PAFit: Joint inference of preferential attachment and node fitness by Minorize-Maximization algorithms

Description

From a PAFit_data object, which contains summary statistics of the dataset, PAFit estimates the attachment function $A_k$ and node fitness $\eta_i$ by penalized log-likelihood maximization. It also infers the remaining uncertainties in the estimated results by approximating the confidence intervals of $A_k$ and $\eta_i$.

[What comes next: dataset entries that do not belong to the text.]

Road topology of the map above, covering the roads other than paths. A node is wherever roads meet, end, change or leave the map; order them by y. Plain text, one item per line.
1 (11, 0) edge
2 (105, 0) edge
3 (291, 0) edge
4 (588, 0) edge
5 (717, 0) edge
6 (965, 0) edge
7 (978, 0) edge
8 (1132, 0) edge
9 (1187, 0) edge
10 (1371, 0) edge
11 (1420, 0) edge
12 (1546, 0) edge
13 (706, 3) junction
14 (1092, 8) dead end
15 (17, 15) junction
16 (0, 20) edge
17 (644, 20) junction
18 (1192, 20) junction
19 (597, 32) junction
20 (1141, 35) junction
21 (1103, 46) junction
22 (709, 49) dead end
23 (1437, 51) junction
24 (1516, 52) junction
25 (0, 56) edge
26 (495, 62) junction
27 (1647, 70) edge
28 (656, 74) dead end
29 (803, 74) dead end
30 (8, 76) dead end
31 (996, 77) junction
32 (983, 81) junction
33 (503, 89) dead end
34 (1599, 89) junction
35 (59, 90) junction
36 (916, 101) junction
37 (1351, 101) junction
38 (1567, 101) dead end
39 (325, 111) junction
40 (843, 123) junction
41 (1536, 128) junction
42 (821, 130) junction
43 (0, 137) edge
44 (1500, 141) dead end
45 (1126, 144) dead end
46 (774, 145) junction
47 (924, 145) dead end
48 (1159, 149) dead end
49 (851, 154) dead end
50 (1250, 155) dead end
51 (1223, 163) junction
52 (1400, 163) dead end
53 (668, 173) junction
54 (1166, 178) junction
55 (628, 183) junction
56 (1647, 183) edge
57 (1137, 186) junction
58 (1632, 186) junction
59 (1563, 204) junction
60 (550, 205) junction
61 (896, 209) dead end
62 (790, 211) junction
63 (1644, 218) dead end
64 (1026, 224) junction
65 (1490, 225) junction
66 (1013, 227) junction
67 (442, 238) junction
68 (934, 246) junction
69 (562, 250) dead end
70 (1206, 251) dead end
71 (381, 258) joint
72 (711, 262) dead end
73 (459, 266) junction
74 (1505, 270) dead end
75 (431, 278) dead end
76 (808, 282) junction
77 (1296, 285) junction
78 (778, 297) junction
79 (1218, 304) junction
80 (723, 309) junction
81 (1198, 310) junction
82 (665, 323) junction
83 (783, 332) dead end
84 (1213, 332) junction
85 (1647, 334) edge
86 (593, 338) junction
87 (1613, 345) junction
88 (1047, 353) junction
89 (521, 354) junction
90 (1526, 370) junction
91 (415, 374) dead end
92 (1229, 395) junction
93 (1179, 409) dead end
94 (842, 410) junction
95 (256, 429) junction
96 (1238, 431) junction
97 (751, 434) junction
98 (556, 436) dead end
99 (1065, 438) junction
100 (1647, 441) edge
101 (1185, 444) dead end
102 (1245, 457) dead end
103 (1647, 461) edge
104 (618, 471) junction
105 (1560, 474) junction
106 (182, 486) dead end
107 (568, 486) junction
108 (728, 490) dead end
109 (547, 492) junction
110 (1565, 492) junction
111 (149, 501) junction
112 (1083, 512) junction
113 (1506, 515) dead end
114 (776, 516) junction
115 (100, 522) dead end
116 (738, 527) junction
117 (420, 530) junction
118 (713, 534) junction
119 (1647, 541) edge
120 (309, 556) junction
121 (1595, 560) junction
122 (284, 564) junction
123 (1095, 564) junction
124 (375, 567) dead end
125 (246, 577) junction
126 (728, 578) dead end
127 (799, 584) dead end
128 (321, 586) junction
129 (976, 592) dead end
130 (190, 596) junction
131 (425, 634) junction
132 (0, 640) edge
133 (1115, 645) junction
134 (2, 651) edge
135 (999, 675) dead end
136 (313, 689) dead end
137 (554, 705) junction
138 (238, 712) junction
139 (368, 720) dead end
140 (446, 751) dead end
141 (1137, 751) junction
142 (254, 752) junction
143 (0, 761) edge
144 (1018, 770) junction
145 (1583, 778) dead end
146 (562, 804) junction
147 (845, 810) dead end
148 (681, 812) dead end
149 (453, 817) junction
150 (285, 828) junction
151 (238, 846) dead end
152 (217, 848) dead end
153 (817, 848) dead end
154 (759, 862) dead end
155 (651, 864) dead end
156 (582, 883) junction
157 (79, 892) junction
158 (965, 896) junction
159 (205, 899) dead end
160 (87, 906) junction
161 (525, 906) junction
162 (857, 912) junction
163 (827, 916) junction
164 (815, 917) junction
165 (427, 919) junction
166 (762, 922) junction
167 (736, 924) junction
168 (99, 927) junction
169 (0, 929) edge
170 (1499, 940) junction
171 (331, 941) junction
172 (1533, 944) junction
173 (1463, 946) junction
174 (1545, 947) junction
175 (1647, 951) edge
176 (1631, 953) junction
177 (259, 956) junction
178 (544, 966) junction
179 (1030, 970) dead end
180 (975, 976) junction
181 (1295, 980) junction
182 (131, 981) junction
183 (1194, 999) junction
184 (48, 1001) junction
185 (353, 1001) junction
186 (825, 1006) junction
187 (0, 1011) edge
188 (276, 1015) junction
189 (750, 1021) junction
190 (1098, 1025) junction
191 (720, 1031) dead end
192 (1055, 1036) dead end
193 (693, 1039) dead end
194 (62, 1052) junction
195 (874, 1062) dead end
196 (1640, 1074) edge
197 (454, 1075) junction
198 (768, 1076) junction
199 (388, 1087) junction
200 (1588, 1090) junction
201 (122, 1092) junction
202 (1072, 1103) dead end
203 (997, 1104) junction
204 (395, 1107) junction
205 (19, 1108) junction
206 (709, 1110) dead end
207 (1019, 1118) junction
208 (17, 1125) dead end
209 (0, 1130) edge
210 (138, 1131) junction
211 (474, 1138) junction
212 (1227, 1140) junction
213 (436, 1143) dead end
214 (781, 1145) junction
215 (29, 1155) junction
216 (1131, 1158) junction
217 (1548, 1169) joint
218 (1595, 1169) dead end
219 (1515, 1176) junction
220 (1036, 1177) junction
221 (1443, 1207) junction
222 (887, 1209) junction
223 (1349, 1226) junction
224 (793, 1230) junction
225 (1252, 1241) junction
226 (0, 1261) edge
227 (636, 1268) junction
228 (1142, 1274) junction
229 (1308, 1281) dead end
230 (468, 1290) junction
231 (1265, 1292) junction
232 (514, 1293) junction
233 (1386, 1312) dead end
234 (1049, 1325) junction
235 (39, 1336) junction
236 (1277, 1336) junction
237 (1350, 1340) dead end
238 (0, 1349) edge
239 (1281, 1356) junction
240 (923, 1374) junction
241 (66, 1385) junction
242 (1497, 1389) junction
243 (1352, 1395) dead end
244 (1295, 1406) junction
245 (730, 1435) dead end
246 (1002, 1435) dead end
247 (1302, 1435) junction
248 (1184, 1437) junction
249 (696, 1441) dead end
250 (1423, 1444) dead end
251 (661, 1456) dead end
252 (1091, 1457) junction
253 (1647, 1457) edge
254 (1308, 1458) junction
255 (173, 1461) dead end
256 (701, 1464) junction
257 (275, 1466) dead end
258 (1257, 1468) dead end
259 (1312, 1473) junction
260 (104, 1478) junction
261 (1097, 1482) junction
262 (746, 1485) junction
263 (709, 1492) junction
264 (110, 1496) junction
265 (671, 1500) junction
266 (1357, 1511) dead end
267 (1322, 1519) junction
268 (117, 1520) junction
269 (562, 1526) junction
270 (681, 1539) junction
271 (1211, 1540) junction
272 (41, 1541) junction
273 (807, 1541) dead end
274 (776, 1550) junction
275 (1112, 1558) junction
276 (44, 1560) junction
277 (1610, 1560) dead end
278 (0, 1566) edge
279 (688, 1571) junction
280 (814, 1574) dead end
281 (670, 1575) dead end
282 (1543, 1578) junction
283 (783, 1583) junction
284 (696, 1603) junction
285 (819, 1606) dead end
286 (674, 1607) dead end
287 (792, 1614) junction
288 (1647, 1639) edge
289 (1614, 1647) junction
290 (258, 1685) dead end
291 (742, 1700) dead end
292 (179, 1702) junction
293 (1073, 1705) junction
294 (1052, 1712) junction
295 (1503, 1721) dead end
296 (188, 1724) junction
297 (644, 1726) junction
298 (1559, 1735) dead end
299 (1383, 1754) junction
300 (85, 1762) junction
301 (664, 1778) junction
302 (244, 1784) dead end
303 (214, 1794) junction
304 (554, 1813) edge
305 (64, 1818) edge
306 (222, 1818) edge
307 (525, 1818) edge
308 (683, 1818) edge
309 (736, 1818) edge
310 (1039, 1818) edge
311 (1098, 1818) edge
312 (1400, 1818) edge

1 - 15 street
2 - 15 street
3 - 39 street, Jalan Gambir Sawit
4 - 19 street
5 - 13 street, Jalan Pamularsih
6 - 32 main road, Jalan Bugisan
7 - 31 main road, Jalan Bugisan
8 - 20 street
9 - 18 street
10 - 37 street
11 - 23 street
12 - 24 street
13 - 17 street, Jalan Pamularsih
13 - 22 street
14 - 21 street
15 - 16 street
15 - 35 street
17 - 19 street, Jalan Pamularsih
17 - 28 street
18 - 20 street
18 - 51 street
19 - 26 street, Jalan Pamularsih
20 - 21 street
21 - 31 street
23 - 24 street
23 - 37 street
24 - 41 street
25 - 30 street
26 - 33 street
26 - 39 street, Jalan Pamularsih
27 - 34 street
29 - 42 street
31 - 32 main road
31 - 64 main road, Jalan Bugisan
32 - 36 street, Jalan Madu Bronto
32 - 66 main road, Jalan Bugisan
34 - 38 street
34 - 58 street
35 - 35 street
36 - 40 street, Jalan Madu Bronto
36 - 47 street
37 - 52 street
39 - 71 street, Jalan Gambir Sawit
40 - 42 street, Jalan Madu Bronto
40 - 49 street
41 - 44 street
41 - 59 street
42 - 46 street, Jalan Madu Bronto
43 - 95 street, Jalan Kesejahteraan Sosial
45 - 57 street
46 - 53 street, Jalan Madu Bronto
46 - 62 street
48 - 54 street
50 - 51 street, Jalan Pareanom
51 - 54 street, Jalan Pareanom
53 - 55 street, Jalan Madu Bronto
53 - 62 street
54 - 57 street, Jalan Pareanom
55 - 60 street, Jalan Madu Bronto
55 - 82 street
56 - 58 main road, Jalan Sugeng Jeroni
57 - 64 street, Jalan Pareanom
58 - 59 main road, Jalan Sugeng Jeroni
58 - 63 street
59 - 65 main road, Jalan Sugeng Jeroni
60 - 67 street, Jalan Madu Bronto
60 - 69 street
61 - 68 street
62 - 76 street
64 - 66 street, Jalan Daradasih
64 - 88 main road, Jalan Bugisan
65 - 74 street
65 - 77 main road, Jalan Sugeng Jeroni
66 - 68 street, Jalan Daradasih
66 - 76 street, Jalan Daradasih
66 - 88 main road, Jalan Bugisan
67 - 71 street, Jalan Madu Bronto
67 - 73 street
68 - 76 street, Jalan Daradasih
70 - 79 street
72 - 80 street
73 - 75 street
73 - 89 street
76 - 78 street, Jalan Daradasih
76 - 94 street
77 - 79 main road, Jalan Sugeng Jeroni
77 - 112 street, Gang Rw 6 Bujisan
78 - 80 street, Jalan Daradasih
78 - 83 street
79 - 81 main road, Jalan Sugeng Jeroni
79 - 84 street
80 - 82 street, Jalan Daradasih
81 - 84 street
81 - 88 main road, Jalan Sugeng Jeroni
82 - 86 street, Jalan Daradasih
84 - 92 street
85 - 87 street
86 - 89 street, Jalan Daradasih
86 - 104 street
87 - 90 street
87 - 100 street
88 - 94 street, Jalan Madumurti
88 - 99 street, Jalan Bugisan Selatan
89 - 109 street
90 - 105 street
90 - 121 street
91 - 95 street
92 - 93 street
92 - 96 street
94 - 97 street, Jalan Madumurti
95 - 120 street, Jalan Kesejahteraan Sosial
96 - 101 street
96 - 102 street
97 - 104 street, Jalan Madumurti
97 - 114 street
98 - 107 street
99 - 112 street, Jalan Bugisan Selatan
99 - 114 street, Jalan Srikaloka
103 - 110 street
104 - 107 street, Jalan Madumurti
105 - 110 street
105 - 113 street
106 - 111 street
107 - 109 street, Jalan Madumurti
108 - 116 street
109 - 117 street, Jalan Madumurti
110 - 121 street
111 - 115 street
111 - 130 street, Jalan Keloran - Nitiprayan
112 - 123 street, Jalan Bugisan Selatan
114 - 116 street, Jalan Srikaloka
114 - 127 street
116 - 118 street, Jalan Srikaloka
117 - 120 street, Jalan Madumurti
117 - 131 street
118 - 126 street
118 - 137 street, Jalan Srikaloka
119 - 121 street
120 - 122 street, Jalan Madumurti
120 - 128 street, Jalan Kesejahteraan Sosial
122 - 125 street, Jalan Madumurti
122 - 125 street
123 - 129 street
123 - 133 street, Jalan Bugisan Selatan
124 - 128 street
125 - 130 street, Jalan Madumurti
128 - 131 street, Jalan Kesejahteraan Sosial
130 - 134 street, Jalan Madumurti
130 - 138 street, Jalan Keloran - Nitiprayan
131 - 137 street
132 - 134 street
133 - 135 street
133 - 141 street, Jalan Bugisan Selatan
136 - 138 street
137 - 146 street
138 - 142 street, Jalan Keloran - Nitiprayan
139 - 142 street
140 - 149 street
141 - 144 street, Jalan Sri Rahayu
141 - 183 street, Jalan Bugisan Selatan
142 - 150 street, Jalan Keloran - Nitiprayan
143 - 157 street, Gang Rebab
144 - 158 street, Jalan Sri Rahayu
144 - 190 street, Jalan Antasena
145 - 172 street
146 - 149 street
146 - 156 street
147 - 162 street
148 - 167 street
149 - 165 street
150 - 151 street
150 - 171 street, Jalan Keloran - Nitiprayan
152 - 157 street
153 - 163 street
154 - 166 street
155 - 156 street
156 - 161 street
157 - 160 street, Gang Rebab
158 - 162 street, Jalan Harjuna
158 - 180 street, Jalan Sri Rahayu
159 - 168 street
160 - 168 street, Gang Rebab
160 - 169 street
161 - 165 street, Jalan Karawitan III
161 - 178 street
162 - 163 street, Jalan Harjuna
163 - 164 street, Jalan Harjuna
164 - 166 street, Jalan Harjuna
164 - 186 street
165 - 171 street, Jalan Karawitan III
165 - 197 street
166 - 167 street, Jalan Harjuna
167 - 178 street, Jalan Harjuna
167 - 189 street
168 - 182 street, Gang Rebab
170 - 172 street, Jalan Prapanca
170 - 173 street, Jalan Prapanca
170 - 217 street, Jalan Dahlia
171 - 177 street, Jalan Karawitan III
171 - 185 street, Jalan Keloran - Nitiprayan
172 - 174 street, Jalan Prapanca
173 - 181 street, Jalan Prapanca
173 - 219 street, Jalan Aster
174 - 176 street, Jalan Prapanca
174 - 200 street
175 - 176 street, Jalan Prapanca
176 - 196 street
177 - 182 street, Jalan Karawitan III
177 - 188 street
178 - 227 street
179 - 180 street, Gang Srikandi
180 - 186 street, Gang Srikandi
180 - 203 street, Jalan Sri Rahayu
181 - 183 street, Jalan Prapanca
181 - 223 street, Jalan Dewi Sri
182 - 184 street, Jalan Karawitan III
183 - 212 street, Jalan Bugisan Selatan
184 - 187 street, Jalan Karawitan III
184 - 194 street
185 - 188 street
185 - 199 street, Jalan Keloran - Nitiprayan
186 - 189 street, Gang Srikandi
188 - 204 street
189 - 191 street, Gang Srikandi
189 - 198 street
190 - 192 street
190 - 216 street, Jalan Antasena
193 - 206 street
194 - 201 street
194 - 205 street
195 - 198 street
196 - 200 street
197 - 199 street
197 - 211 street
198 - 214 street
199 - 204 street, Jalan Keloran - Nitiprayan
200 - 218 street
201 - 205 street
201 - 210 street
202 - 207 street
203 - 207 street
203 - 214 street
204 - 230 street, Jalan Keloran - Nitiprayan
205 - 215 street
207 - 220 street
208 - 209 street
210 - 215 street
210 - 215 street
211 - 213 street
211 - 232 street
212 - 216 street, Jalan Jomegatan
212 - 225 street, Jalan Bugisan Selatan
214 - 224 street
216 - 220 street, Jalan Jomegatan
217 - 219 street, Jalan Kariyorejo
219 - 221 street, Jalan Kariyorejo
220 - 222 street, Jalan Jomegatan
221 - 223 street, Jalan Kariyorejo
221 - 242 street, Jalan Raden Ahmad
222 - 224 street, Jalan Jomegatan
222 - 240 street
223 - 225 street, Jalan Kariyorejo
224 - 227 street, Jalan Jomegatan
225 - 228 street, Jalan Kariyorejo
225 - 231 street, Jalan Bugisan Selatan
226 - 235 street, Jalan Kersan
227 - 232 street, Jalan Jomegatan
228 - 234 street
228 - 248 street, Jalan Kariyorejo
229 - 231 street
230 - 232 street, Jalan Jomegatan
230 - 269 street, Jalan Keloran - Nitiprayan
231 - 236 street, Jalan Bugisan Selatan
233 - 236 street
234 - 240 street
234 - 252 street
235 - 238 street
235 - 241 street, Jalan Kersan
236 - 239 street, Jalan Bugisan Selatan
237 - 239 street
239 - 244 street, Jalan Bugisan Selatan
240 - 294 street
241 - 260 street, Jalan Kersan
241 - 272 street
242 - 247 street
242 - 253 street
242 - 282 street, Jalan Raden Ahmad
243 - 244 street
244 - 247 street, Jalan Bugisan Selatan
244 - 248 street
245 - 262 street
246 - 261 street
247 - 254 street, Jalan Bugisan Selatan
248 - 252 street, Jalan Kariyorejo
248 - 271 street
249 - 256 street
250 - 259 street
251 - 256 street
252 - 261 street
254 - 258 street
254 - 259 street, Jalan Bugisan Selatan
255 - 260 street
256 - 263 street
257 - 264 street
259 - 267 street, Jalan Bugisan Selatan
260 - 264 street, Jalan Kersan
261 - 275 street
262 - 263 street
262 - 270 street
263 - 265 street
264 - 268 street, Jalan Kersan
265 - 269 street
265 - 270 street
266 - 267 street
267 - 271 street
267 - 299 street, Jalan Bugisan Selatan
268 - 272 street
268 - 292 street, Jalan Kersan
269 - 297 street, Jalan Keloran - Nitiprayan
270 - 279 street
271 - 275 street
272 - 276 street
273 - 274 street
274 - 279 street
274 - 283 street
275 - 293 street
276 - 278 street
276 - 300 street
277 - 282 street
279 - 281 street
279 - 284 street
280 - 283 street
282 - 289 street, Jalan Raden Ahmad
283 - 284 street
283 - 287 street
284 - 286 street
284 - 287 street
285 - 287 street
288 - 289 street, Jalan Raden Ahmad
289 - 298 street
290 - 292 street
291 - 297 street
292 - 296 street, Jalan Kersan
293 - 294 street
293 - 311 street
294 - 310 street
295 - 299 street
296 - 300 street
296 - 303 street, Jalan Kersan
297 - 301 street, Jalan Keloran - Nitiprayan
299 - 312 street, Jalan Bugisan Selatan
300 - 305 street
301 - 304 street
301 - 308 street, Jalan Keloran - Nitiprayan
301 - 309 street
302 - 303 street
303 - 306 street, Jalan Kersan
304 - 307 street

Estimation of either the attachment function or node fitness in isolation are also supported. Estimation of the PA function with $\eta_i = 1$ can be specified by setting only_PA = TRUE. Estimation of node fitness with either $A_k = k$ or $A_k = 1$ can be specified by setting only_f = TRUE.

Usage

PAFit (net_stat,  only_PA        = FALSE       , only_f         = FALSE       ,  mode_f         = "Linear_PA" , true_A         = NULL        , true_f         = NULL        ,   mode_reg_A     = 0           , weight_PA_mode = 1           , s              = 10          , lambda         = 1           ,  auto_lambda    = TRUE        ,  r             = 0.01        ,   alpha_start    = 1           , start_mode_A   = "Log_linear",  start_mode_f   = "Constant"  ,  auto_stop      = TRUE        , stop_cond      = 10^-7       ,  iteration      = 200         , max_iter       = 2e+05       ,  debug          = FALSE       , q              = 1           ,    step_size      = 0.5         ,  normalized_f   = FALSE       , interpolate    = TRUE)

Arguments

net_stat

An object of class "PAFit_data" containing all the summary statistics summerized from the data by the function GetStatistics.

only_PA

Logical. TRUE means that the attachment function $A_k$ is estimated in isolation(fixing $\eta_i = 1$). Default is FALSE.

only_f

Logical. TRUE means that the fitness function is estimated in isolation. Default is FALSE.

mode_f

String. Possible values: "Linear_PA", "Constant_PA" or "Log_linear". In the first two cases, the PA function is fixed. If mode_f == "Linear_PA" then $A_k = k$ for $k \ge 1$ and $A_0 = 1$. If mode_f == "Constant_PA" then $A_k = 1$ for all $k$. In the final case of mode_f == "Log_linear", we set $A_k = k^\alpha$ for $k \ge 1$ and $A_0 = 1$. The value of $\alpha$ is also estimated. Default values is "Linear_PA".

true_A

Numeric vector. User-supplemented value of the PA function. If true_A is supplemented, then only node fitnesses are estimated.

true_f

Numeric vector. User-supplemented value of node fitnesses. If true_f is supplemented, then only the PA function is estimated.

mode_reg_A

Integer. Possible values: 0, 1 or 2. Indicates which regularization term is used for the PA function. For the regularization function used in the PLOS ONE and SR paper, use 0. Default value is 0.

weight_PA_mode

Binary. Indicates how the regularization terms for $A_k$ are weighted. If weight_PA_mode == 0, the regularization term for $A_k$ is weighted by the total number of edges connected to degree $k$ nodes. If weight_PA_mode == 1, the regularization terms have uniform weights. Default value is $0$.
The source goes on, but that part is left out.